* **PROBLEM STATEMENT**
Please reproduce the records below exactly, omitting any pictures they contain.

* **SUPPLIED INFORMATION**
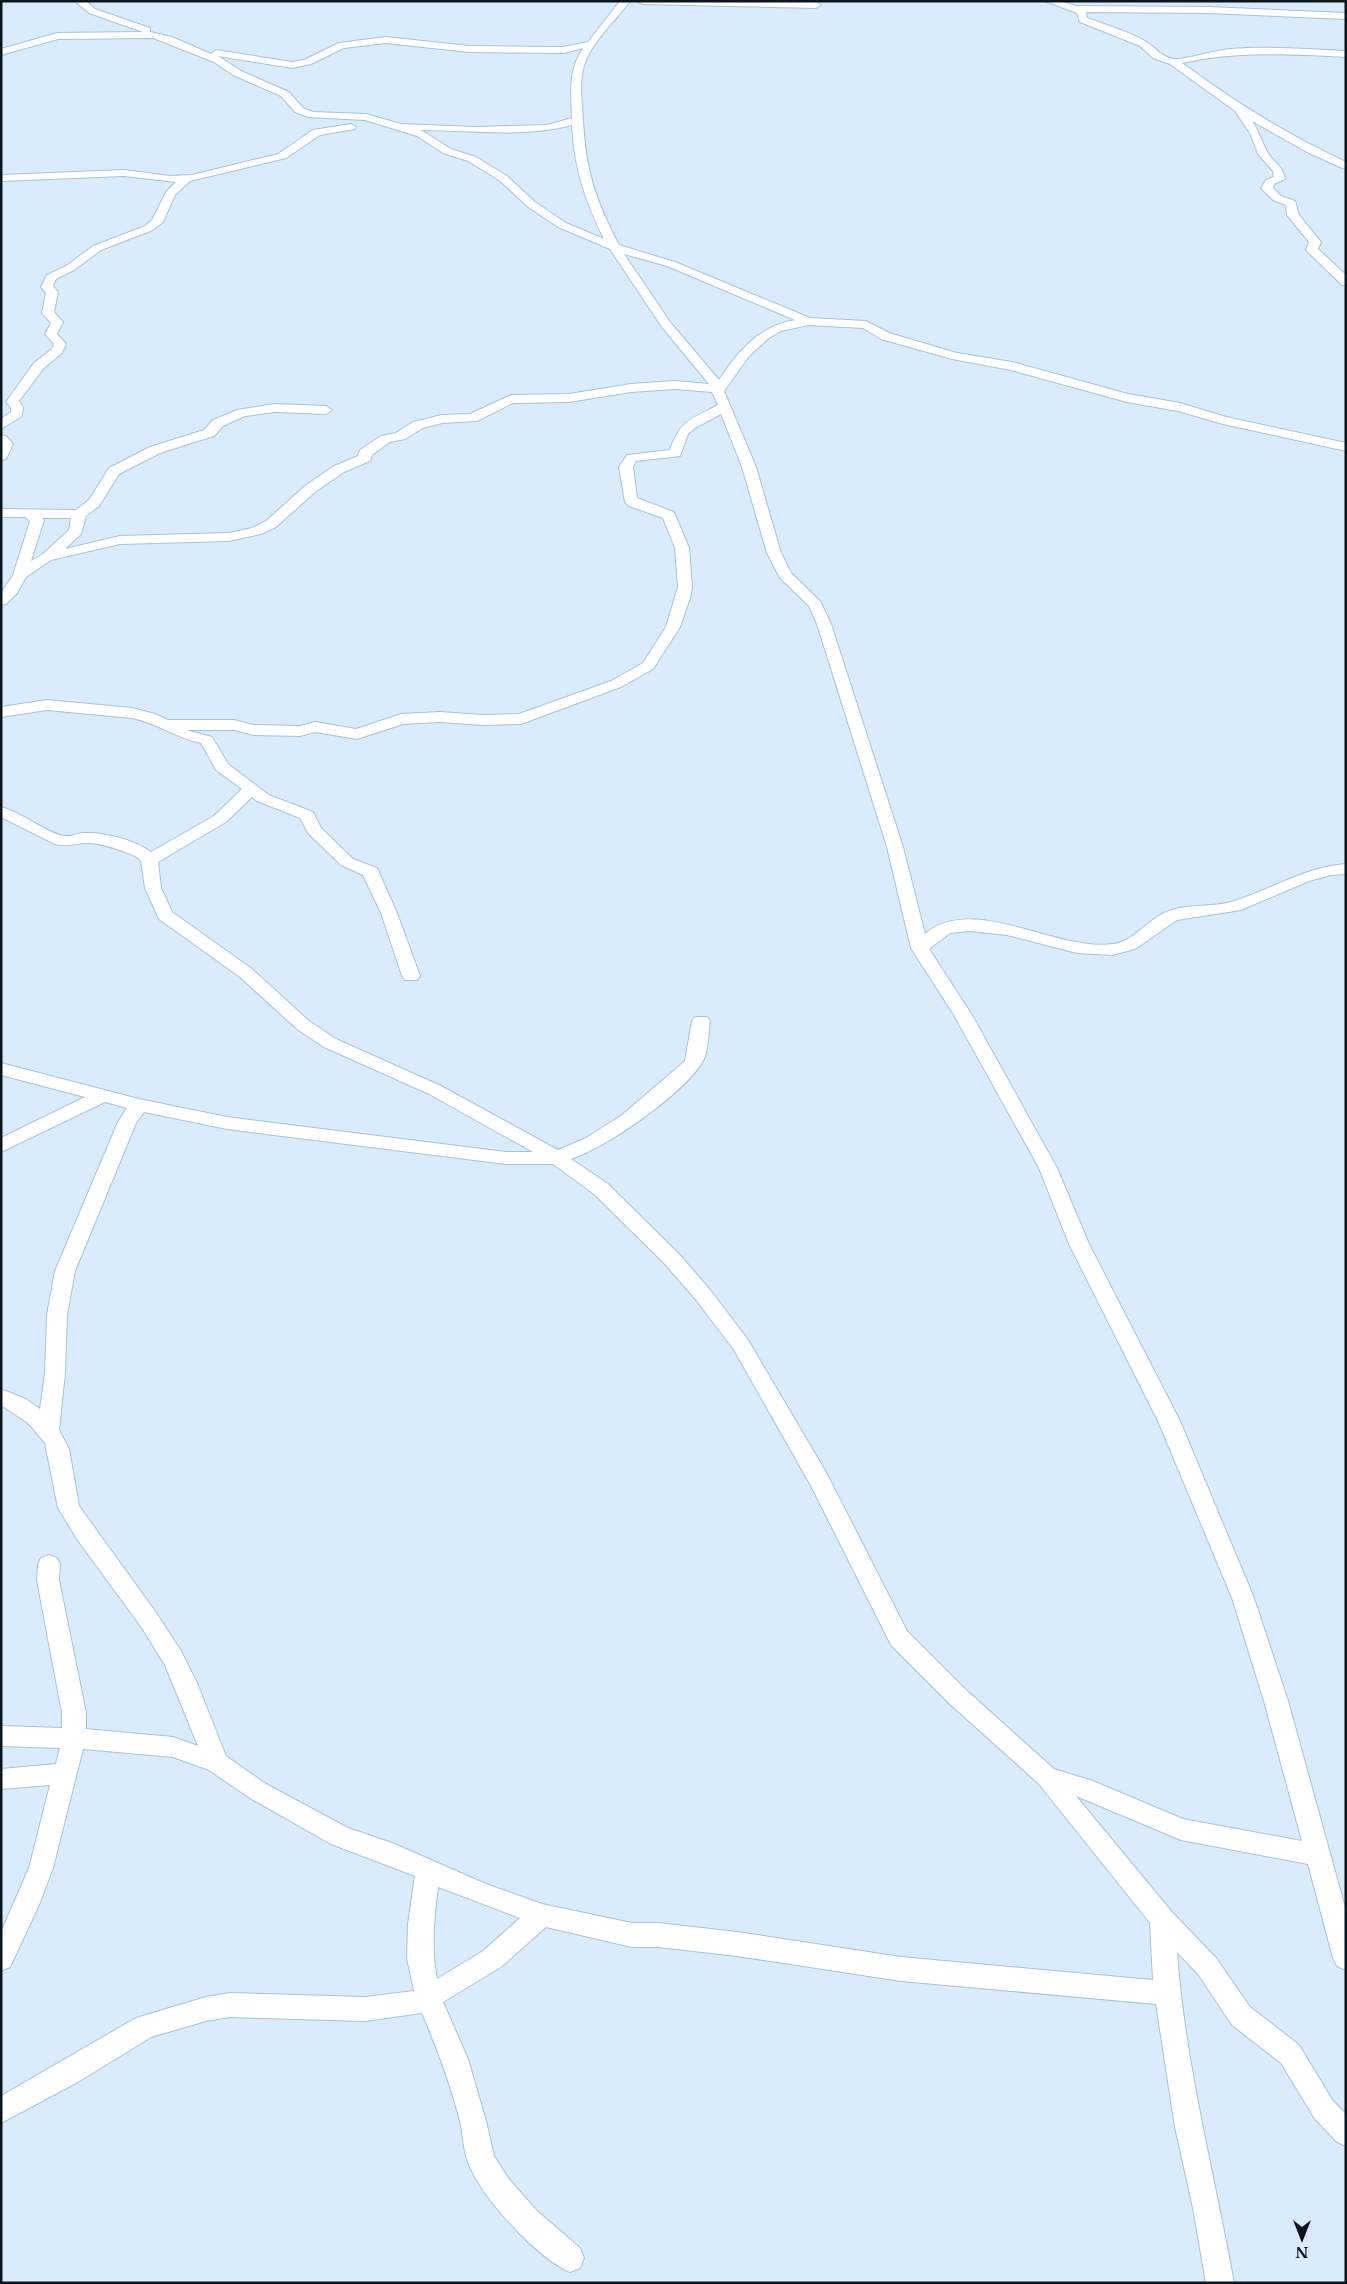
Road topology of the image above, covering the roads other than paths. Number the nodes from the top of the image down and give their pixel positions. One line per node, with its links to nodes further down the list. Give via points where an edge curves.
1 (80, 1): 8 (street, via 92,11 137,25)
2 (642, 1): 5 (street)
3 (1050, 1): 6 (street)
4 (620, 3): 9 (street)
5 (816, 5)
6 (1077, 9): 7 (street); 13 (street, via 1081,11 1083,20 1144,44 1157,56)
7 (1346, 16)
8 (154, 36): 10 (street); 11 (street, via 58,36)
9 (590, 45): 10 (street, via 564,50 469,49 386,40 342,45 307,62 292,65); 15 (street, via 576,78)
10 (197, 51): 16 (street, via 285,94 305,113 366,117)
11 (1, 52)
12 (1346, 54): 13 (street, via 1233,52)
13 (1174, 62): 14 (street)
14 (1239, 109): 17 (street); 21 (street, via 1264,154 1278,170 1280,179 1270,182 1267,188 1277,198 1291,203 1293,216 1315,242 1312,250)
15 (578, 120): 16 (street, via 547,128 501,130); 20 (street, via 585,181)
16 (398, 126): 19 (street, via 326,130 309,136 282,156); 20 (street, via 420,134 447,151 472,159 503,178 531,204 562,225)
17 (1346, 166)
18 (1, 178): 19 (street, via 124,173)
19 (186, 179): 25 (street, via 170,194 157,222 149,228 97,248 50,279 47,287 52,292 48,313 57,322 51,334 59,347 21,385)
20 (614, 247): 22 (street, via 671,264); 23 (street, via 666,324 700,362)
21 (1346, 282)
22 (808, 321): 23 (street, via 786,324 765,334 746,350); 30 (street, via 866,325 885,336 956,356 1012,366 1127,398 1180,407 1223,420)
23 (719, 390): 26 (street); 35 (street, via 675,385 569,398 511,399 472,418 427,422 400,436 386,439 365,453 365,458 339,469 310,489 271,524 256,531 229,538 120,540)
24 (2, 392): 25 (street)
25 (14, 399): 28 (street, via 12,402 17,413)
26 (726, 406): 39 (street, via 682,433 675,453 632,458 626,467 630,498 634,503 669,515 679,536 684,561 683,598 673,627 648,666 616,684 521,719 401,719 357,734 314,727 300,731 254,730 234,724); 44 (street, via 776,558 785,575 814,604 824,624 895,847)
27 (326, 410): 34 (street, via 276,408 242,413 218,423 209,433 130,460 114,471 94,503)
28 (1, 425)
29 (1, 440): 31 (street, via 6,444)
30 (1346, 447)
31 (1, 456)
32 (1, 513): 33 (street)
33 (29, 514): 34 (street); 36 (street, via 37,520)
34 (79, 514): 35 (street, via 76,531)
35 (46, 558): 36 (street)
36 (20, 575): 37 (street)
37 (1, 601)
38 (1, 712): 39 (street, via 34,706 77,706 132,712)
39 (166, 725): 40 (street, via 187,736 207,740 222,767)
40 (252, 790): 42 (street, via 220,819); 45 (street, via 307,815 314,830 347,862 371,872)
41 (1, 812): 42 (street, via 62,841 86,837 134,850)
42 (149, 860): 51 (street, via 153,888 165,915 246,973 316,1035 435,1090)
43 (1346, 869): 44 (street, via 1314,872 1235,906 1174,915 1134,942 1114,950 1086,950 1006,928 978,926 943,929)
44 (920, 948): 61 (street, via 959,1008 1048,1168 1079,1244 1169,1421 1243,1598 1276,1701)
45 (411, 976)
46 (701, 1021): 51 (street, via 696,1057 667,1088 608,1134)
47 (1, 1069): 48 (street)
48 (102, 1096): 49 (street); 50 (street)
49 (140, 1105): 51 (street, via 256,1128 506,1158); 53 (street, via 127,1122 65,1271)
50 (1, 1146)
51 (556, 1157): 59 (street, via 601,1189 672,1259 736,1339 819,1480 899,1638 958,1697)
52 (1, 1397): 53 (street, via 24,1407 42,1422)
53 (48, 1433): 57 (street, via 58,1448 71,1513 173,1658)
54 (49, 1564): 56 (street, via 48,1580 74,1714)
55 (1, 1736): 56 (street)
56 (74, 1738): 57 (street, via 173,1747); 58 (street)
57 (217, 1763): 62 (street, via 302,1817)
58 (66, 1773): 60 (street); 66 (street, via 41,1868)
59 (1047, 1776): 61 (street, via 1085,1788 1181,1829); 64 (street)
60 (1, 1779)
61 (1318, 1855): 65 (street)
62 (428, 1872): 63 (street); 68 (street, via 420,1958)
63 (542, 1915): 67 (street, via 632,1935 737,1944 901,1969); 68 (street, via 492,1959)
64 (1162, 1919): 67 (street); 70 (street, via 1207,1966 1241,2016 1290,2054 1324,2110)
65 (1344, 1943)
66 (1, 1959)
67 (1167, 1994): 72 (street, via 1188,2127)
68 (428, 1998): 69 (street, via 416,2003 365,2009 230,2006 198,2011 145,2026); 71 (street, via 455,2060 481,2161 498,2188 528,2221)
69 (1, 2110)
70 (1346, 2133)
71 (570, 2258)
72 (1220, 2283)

* **PROBLEM SOLUTION**
Road topology of the image above, covering the roads other than paths. Number the nodes from the top of the image down and give their pixel positions. One line per node, with its links to nodes further down the list. Give via points where an edge curves.
1 (80, 1): 8 (street, via 92,11 137,25)
2 (642, 1): 5 (street)
3 (1050, 1): 6 (street)
4 (620, 3): 9 (street)
5 (816, 5)
6 (1077, 9): 7 (street); 13 (street, via 1081,11 1083,20 1144,44 1157,56)
7 (1346, 16)
8 (154, 36): 10 (street); 11 (street, via 58,36)
9 (590, 45): 10 (street, via 564,50 469,49 386,40 342,45 307,62 292,65); 15 (street, via 576,78)
10 (197, 51): 16 (street, via 285,94 305,113 366,117)
11 (1, 52)
12 (1346, 54): 13 (street, via 1233,52)
13 (1174, 62): 14 (street)
14 (1239, 109): 17 (street); 21 (street, via 1264,154 1278,170 1280,179 1270,182 1267,188 1277,198 1291,203 1293,216 1315,242 1312,250)
15 (578, 120): 16 (street, via 547,128 501,130); 20 (street, via 585,181)
16 (398, 126): 19 (street, via 326,130 309,136 282,156); 20 (street, via 420,134 447,151 472,159 503,178 531,204 562,225)
17 (1346, 166)
18 (1, 178): 19 (street, via 124,173)
19 (186, 179): 25 (street, via 170,194 157,222 149,228 97,248 50,279 47,287 52,292 48,313 57,322 51,334 59,347 21,385)
20 (614, 247): 22 (street, via 671,264); 23 (street, via 666,324 700,362)
21 (1346, 282)
22 (808, 321): 23 (street, via 786,324 765,334 746,350); 30 (street, via 866,325 885,336 956,356 1012,366 1127,398 1180,407 1223,420)
23 (719, 390): 26 (street); 35 (street, via 675,385 569,398 511,399 472,418 427,422 400,436 386,439 365,453 365,458 339,469 310,489 271,524 256,531 229,538 120,540)
24 (2, 392): 25 (street)
25 (14, 399): 28 (street, via 12,402 17,413)
26 (726, 406): 39 (street, via 682,433 675,453 632,458 626,467 630,498 634,503 669,515 679,536 684,561 683,598 673,627 648,666 616,684 521,719 401,719 357,734 314,727 300,731 254,730 234,724); 44 (street, via 776,558 785,575 814,604 824,624 895,847)
27 (326, 410): 34 (street, via 276,408 242,413 218,423 209,433 130,460 114,471 94,503)
28 (1, 425)
29 (1, 440): 31 (street, via 6,444)
30 (1346, 447)
31 (1, 456)
32 (1, 513): 33 (street)
33 (29, 514): 34 (street); 36 (street, via 37,520)
34 (79, 514): 35 (street, via 76,531)
35 (46, 558): 36 (street)
36 (20, 575): 37 (street)
37 (1, 601)
38 (1, 712): 39 (street, via 34,706 77,706 132,712)
39 (166, 725): 40 (street, via 187,736 207,740 222,767)
40 (252, 790): 42 (street, via 220,819); 45 (street, via 307,815 314,830 347,862 371,872)
41 (1, 812): 42 (street, via 62,841 86,837 134,850)
42 (149, 860): 51 (street, via 153,888 165,915 246,973 316,1035 435,1090)
43 (1346, 869): 44 (street, via 1314,872 1235,906 1174,915 1134,942 1114,950 1086,950 1006,928 978,926 943,929)
44 (920, 948): 61 (street, via 959,1008 1048,1168 1079,1244 1169,1421 1243,1598 1276,1701)
45 (411, 976)
46 (701, 1021): 51 (street, via 696,1057 667,1088 608,1134)
47 (1, 1069): 48 (street)
48 (102, 1096): 49 (street); 50 (street)
49 (140, 1105): 51 (street, via 256,1128 506,1158); 53 (street, via 127,1122 65,1271)
50 (1, 1146)
51 (556, 1157): 59 (street, via 601,1189 672,1259 736,1339 819,1480 899,1638 958,1697)
52 (1, 1397): 53 (street, via 24,1407 42,1422)
53 (48, 1433): 57 (street, via 58,1448 71,1513 173,1658)
54 (49, 1564): 56 (street, via 48,1580 74,1714)
55 (1, 1736): 56 (street)
56 (74, 1738): 57 (street, via 173,1747); 58 (street)
57 (217, 1763): 62 (street, via 302,1817)
58 (66, 1773): 60 (street); 66 (street, via 41,1868)
59 (1047, 1776): 61 (street, via 1085,1788 1181,1829); 64 (street)
60 (1, 1779)
61 (1318, 1855): 65 (street)
62 (428, 1872): 63 (street); 68 (street, via 420,1958)
63 (542, 1915): 67 (street, via 632,1935 737,1944 901,1969); 68 (street, via 492,1959)
64 (1162, 1919): 67 (street); 70 (street, via 1207,1966 1241,2016 1290,2054 1324,2110)
65 (1344, 1943)
66 (1, 1959)
67 (1167, 1994): 72 (street, via 1188,2127)
68 (428, 1998): 69 (street, via 416,2003 365,2009 230,2006 198,2011 145,2026); 71 (street, via 455,2060 481,2161 498,2188 528,2221)
69 (1, 2110)
70 (1346, 2133)
71 (570, 2258)
72 (1220, 2283)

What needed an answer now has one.